Vous partez donc en Inde…
Oui, je lâche tout et je me rends en Inde. Je venais de perdre ma grand-mère. En la voyant mourir, j’ai pensé : « Si la vie ne s’arrête pas là, pour vivre tranquillement, la première chose à faire est d’apprendre à mourir. Et savoir ce qui se passe derrière le rideau ». Quel « cadeau » elle m’a fait, d’une certaine manière, cela m’a poussé à vouloir résoudre cette question existentielle. Comme il n’y avait personne en Occident pour m’aider – le catholicisme m’avait déjà rebutée à l’âge de cinq ans -, je me suis dit qu’un maître tibétain devait savoir ces choses-là. Mon père était l’un des inventeurs des ordinateurs et du stockage des données informatiques dans les années 1950-60 et un chercheur spirituel infatigable. Un jour, alors qu’il revenait d’un voyage en Inde, il a déclaré : « J’ai rencontré l’être le plus merveilleux de toute ma vie. Il s’appelle Kangyur Rinpoché », et j’ai fondu en larmes ! Quelque chose s’était ouvert dans mon esprit.
« Cela m’attriste de constater, notamment chez les gens riches et les puissants, que l’intelligence est de plus en plus souvent mise au service de l’avarice que de la compassion et du bien-être général. »
Un mois plus tard, je m’installe à Paris pour suivre mes études. Le problème existentialiste que m’avait posé le décès de ma grand-mère continuait à me tarauder. C’était après Mai 68, les professeurs rasaient les murs et avaient peur des élèves ; je ne voyais pas comment ce genre d’enseignants allaient pouvoir m’apprendre à mourir et à vivre. Une réponse me traversa l’esprit : Kangyur Rinpoché, lui, saura ! Consciente que ce départ serait une sorte d’adieu à la vie de jeune fille de famille aisée que je menais, je me suis donné un mois de réflexion. Puis j’ai annoncé à mon père que je voulais partir en Inde.
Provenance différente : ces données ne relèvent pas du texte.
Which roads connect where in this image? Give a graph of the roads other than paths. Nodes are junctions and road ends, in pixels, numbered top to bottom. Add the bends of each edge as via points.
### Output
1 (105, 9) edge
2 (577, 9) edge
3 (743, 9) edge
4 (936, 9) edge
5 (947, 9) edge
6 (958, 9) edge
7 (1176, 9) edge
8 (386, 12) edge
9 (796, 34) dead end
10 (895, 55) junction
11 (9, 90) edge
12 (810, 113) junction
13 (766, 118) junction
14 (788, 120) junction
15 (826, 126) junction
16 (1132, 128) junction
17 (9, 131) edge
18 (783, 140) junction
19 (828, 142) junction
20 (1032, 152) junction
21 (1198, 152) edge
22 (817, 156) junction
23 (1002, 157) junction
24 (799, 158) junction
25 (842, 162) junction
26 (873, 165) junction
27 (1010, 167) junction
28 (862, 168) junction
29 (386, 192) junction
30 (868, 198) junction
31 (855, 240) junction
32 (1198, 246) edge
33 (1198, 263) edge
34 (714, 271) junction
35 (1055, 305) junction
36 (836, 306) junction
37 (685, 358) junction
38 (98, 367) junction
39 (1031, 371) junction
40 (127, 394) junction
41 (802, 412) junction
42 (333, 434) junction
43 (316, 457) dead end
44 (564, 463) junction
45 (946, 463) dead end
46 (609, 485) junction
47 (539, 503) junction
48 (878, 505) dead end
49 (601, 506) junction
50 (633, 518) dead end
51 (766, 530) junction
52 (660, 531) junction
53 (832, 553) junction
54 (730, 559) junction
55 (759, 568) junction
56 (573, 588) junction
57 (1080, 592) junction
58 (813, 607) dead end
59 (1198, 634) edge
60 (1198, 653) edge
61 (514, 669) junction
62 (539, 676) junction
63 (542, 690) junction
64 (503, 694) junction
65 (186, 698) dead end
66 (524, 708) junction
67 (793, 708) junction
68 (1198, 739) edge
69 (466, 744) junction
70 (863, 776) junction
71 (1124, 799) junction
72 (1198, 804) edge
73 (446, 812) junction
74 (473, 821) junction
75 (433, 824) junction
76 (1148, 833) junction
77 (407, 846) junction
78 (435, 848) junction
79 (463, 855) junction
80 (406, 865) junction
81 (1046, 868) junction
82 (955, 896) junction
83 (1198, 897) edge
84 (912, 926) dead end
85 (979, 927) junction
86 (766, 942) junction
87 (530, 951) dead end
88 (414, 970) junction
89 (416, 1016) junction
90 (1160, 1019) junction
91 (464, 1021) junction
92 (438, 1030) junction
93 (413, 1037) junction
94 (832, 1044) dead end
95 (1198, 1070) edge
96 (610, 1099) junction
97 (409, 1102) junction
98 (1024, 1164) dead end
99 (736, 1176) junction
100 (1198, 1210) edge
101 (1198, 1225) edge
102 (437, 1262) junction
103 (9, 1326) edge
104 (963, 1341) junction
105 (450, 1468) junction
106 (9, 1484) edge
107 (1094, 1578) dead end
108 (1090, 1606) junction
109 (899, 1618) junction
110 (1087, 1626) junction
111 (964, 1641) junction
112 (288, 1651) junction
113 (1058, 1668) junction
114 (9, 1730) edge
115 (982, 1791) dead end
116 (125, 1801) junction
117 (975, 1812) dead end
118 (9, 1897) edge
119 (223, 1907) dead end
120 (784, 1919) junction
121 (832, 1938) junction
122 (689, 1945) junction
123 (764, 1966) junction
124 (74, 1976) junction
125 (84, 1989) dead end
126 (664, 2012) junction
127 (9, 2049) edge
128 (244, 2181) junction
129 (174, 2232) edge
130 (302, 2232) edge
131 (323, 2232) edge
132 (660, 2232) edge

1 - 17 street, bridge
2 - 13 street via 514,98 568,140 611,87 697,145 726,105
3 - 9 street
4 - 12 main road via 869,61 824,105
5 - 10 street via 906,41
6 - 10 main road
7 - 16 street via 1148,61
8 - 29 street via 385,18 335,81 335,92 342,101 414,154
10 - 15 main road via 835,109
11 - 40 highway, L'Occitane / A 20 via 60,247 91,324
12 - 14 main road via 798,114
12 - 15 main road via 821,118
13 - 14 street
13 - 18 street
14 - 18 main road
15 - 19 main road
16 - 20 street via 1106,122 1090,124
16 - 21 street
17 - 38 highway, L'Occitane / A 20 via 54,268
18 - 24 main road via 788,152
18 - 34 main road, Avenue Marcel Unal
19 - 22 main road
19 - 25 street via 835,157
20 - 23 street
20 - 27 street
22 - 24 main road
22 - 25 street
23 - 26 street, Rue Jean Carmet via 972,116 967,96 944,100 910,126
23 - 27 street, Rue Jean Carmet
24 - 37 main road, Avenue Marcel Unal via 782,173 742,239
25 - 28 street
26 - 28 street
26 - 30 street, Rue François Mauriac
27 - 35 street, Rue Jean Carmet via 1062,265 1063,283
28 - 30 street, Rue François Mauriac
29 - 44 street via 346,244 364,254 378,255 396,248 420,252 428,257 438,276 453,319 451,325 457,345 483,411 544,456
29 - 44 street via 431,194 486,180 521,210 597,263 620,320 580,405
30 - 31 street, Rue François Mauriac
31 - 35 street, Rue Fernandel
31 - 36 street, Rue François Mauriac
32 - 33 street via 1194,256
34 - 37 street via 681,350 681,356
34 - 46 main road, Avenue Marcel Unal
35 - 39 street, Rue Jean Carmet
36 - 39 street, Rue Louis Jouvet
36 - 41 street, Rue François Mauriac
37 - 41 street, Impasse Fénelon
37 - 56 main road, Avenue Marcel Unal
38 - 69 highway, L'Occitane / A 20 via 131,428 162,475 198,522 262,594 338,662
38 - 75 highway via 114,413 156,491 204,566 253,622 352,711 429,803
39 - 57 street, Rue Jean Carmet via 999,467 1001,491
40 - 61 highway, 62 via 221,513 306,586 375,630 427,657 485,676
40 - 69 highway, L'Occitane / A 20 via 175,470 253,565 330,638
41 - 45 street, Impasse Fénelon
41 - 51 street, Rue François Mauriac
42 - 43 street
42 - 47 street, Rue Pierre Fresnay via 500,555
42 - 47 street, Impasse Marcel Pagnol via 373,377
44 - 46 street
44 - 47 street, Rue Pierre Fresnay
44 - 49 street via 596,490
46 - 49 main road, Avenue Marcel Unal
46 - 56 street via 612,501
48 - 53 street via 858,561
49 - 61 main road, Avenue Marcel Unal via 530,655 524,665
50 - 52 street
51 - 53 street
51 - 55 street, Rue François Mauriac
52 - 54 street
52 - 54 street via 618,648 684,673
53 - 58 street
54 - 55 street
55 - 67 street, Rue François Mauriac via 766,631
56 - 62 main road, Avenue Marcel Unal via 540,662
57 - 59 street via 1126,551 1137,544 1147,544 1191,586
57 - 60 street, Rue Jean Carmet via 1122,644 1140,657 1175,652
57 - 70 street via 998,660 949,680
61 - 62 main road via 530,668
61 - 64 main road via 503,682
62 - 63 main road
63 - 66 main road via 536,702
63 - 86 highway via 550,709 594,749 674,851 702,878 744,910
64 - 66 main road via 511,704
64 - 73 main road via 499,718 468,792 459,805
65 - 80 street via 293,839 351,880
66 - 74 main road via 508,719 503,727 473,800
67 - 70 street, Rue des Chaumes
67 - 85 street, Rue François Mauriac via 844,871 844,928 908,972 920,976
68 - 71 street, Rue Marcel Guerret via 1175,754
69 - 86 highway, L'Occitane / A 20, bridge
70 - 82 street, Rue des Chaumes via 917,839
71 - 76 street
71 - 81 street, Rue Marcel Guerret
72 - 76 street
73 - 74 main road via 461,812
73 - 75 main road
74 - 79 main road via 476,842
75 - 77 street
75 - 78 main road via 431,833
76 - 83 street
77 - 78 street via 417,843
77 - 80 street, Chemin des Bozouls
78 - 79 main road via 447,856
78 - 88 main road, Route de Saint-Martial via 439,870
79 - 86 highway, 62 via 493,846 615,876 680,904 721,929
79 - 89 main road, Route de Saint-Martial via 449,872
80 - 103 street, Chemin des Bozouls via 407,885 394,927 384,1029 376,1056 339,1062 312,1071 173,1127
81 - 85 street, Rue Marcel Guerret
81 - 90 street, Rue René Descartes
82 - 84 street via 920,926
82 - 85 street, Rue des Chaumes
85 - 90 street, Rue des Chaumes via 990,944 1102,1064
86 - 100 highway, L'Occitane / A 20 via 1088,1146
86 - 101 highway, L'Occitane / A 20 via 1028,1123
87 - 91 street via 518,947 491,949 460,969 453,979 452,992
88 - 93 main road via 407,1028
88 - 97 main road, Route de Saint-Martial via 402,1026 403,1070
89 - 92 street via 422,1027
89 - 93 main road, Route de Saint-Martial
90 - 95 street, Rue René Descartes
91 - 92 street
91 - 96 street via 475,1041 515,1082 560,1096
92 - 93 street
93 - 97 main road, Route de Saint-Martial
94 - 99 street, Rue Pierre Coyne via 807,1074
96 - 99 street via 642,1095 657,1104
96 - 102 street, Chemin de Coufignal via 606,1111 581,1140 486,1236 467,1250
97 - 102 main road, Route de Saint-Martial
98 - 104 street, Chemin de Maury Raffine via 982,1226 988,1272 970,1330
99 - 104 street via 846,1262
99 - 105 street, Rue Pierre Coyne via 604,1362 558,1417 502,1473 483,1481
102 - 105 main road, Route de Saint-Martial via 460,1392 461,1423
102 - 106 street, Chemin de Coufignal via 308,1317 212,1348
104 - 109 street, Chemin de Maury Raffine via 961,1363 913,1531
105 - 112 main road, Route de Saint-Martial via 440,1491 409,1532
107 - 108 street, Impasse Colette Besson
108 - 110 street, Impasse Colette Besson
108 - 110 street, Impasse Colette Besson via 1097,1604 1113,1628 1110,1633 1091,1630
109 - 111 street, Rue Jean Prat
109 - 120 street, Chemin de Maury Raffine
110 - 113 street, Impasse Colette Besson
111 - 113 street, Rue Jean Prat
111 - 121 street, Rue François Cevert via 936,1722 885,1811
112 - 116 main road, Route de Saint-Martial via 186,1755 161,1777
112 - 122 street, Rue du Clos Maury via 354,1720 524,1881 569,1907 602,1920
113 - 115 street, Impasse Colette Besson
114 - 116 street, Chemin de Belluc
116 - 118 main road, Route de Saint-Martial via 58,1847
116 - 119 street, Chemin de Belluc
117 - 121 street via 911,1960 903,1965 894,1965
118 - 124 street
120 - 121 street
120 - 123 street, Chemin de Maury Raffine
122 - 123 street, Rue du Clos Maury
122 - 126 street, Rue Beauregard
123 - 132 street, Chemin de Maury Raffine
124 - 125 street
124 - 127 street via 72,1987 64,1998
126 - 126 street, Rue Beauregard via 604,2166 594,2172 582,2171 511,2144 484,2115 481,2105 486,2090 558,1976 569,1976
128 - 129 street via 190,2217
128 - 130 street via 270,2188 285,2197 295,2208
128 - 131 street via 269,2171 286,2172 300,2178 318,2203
Il m’a offert le billet. Arrivée dans un coin perdu de Darjeeling, dans la minuscule pièce en ciment où vivaient Kangyur Rinpoché et sa femme, Amala, je me sentis comme E.T (l’extraterrestre du film de Steven Spielberg) rentrant à la maison ! J’avais trouvé ma famille, et ce que je cherchais plus ou moins consciemment depuis toujours. C’est ainsi que je suis restée au monastère de Kangyur Rinpoché, dans sa famille, pendant près de cinq ans.
Avez-vous tout de suite commencé à pratiquer régulièrement ?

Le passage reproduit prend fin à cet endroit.